Data extracted from a collection

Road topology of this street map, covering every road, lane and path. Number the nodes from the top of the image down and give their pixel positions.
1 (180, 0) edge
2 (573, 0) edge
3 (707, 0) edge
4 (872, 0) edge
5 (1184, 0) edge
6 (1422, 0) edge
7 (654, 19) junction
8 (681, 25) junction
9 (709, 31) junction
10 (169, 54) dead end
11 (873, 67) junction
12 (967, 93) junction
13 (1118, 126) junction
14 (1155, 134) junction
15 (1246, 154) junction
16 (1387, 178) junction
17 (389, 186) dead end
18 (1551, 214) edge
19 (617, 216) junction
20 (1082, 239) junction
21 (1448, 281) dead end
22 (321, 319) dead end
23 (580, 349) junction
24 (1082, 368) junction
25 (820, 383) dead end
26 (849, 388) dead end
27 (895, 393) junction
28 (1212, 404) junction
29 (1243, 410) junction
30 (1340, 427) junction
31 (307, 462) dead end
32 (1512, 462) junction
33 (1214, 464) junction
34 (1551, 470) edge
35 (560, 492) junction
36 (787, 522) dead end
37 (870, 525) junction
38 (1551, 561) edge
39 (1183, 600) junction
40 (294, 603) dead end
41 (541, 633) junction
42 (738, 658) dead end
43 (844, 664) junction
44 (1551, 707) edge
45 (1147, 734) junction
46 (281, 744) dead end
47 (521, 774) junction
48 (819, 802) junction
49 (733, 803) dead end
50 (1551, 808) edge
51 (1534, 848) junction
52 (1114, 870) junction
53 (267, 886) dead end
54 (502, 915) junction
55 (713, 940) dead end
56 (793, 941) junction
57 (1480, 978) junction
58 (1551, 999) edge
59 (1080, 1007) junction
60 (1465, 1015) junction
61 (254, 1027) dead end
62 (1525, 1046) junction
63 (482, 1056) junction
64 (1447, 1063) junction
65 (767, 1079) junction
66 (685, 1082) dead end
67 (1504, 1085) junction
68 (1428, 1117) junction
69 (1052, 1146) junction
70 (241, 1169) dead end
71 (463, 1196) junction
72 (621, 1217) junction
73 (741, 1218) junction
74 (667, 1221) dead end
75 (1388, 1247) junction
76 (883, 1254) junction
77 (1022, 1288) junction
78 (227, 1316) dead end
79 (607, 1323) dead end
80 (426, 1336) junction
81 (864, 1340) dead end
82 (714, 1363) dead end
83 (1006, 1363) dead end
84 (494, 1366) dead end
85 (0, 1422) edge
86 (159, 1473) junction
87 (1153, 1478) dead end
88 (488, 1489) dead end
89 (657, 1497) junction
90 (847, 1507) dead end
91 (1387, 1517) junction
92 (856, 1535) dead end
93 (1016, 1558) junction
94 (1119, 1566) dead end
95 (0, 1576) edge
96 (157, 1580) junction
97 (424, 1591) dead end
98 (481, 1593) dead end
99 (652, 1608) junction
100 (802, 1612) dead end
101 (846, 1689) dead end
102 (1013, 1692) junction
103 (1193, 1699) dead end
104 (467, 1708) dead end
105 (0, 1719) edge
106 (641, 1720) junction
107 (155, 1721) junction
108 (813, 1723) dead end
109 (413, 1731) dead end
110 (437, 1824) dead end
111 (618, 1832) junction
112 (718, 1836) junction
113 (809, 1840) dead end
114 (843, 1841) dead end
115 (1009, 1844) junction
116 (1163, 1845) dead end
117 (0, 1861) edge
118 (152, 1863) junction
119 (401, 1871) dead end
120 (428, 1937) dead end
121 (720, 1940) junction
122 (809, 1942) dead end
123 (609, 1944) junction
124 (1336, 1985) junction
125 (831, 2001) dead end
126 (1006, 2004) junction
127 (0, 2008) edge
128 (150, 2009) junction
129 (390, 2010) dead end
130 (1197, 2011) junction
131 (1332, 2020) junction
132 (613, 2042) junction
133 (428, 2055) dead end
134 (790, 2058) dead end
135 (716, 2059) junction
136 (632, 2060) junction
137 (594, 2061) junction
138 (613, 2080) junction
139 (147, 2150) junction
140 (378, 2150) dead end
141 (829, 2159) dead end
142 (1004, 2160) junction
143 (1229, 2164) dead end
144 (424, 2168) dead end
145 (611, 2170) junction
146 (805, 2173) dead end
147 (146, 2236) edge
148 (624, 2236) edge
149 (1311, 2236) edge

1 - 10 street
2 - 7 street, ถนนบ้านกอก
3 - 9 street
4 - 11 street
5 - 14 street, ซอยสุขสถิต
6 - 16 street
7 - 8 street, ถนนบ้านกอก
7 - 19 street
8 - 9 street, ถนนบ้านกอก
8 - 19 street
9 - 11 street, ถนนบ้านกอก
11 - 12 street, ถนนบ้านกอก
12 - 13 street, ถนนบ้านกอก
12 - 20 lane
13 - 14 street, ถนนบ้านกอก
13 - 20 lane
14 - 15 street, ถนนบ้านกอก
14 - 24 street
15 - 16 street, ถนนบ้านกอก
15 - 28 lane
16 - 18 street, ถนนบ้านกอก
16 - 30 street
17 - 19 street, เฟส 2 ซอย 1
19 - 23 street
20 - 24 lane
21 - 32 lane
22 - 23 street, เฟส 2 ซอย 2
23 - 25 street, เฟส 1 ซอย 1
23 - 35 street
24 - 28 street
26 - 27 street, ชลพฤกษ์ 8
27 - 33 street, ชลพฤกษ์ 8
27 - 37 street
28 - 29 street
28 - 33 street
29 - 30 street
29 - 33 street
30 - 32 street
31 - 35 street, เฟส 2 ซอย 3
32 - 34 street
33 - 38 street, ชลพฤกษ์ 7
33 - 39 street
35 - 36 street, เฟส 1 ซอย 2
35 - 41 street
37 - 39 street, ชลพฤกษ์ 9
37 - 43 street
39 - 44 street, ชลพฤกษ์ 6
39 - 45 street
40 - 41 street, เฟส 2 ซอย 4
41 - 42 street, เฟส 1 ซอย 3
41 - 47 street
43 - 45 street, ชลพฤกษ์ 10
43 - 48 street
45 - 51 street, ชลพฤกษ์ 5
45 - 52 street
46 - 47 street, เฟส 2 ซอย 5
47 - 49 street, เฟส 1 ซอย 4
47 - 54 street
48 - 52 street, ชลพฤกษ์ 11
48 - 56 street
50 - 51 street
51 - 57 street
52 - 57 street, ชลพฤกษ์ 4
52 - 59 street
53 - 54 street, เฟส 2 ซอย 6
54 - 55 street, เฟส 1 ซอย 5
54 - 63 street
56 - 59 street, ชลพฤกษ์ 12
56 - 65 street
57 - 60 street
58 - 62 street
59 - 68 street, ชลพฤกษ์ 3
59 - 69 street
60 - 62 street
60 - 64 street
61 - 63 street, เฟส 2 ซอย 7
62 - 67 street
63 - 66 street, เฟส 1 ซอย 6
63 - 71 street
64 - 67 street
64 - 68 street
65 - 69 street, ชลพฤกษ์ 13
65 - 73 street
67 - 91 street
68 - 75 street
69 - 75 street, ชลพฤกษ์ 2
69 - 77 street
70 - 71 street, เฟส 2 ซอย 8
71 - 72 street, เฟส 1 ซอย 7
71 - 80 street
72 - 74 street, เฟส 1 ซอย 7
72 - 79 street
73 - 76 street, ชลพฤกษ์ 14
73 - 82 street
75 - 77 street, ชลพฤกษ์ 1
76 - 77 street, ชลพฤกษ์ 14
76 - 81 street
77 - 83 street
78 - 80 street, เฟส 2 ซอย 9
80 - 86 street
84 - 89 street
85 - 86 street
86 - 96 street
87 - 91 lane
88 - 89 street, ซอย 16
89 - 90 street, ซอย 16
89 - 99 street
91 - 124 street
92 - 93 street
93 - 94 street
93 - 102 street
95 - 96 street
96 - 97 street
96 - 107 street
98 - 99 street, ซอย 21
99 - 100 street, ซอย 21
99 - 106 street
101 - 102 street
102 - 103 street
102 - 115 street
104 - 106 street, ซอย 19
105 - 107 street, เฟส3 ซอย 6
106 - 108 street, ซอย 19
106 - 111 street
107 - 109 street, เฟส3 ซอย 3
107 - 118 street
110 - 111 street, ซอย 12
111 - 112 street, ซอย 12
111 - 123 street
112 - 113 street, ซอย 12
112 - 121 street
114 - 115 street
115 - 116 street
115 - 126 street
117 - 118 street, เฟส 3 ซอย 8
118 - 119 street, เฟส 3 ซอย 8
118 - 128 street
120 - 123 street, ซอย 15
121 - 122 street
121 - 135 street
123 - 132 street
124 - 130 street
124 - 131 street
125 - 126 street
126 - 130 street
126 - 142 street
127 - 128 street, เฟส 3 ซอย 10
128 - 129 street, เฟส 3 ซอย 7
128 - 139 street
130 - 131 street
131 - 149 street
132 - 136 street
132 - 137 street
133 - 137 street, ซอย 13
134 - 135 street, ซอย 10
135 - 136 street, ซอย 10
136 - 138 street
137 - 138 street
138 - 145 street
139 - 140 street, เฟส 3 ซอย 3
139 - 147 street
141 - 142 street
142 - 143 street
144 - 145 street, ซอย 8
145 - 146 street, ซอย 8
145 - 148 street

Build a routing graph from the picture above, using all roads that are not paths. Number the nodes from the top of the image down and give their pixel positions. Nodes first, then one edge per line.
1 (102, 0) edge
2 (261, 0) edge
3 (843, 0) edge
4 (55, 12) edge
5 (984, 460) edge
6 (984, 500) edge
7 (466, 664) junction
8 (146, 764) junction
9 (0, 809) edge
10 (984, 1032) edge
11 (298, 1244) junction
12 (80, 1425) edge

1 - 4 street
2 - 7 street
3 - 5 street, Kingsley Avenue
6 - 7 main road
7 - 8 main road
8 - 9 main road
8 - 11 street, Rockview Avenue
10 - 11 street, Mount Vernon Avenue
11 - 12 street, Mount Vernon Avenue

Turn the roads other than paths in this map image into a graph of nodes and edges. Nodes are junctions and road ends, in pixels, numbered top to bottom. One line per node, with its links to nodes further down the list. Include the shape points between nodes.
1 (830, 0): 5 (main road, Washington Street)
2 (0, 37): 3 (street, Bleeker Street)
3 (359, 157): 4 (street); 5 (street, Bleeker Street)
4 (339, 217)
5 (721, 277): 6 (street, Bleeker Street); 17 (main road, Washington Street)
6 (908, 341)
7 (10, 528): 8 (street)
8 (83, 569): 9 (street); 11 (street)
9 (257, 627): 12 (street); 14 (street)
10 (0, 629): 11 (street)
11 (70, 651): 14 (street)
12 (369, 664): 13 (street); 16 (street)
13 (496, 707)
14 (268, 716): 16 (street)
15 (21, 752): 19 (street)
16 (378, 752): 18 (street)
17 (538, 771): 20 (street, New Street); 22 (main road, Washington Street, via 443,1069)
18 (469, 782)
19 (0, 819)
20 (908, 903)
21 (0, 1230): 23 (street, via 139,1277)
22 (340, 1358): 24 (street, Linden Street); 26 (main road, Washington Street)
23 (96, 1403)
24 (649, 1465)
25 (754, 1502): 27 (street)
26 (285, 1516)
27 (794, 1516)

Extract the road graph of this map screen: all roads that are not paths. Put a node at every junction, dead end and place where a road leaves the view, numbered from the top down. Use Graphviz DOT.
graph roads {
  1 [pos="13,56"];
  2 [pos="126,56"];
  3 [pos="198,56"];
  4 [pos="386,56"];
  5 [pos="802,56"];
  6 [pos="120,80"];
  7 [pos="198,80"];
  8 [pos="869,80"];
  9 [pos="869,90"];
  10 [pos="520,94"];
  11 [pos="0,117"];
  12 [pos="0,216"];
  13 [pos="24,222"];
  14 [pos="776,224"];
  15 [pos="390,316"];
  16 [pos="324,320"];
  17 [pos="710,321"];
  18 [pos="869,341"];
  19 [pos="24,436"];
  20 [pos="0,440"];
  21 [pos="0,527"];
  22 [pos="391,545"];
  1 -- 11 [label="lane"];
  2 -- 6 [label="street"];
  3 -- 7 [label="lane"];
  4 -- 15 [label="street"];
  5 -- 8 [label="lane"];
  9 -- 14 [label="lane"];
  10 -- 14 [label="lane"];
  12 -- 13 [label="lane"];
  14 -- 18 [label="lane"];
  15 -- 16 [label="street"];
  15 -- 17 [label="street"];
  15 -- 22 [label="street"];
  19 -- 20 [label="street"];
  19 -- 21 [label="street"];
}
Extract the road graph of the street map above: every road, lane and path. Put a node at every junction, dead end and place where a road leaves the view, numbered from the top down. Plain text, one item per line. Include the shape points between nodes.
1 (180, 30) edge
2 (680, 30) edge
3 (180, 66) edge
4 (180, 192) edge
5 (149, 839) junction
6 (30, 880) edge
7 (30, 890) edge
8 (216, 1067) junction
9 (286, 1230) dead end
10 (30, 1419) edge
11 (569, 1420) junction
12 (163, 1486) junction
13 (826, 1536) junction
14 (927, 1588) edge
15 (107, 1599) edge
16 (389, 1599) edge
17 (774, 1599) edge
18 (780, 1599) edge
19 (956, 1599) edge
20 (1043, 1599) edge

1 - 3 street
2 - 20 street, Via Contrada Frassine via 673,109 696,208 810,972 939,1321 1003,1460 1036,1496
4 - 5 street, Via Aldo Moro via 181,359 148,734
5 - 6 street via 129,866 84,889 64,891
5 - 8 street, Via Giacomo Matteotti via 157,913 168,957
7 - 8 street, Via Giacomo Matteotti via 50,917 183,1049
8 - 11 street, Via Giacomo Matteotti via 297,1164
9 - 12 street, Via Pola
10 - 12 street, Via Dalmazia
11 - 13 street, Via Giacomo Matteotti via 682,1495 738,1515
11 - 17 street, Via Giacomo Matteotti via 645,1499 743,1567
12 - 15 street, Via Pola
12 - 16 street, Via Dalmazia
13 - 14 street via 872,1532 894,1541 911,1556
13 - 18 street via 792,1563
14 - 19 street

TO DO — Show a copy of each line from the records above in which the string "Dalmazia" occurs.

RESULT OF THE EXERCISE —
10 - 12 street, Via Dalmazia
12 - 16 street, Via Dalmazia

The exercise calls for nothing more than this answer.